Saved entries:
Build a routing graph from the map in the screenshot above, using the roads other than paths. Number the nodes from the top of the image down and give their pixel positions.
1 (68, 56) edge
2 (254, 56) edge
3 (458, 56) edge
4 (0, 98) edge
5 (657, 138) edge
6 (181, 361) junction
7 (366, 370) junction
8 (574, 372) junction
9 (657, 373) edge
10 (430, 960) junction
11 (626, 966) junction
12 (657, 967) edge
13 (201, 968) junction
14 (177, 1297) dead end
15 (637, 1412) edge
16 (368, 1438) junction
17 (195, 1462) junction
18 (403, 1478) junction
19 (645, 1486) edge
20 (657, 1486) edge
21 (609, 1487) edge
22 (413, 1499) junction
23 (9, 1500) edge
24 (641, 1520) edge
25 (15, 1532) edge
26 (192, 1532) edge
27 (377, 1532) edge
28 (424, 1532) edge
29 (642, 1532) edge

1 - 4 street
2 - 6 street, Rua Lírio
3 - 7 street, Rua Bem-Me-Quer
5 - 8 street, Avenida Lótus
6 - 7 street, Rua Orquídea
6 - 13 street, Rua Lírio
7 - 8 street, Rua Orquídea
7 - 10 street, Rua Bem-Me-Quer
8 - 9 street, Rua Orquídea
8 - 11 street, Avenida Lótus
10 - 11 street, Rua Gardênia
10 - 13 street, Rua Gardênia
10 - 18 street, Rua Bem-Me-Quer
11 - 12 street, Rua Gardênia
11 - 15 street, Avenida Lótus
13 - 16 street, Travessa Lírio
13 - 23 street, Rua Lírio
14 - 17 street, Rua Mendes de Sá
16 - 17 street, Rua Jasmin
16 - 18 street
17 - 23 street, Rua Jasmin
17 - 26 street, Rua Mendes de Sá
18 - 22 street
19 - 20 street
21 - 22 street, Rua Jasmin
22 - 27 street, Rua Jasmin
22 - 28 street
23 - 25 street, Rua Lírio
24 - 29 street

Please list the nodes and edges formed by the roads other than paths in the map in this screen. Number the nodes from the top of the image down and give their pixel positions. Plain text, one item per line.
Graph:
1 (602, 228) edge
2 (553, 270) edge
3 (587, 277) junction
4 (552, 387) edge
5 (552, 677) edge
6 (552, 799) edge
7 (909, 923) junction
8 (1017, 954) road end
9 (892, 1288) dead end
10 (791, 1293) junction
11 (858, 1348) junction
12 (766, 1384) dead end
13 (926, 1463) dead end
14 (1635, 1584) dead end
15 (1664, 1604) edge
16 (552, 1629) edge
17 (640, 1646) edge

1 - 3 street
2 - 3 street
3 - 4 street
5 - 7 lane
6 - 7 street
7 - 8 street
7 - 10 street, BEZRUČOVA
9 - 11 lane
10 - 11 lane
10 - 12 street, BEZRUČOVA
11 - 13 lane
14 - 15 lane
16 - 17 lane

- [The problem]: Return all lines in the entries above that carry the word "Avenida".

- [Solved problem]:
5 - 8 street, Avenida Lótus
8 - 11 street, Avenida Lótus
11 - 15 street, Avenida Lótus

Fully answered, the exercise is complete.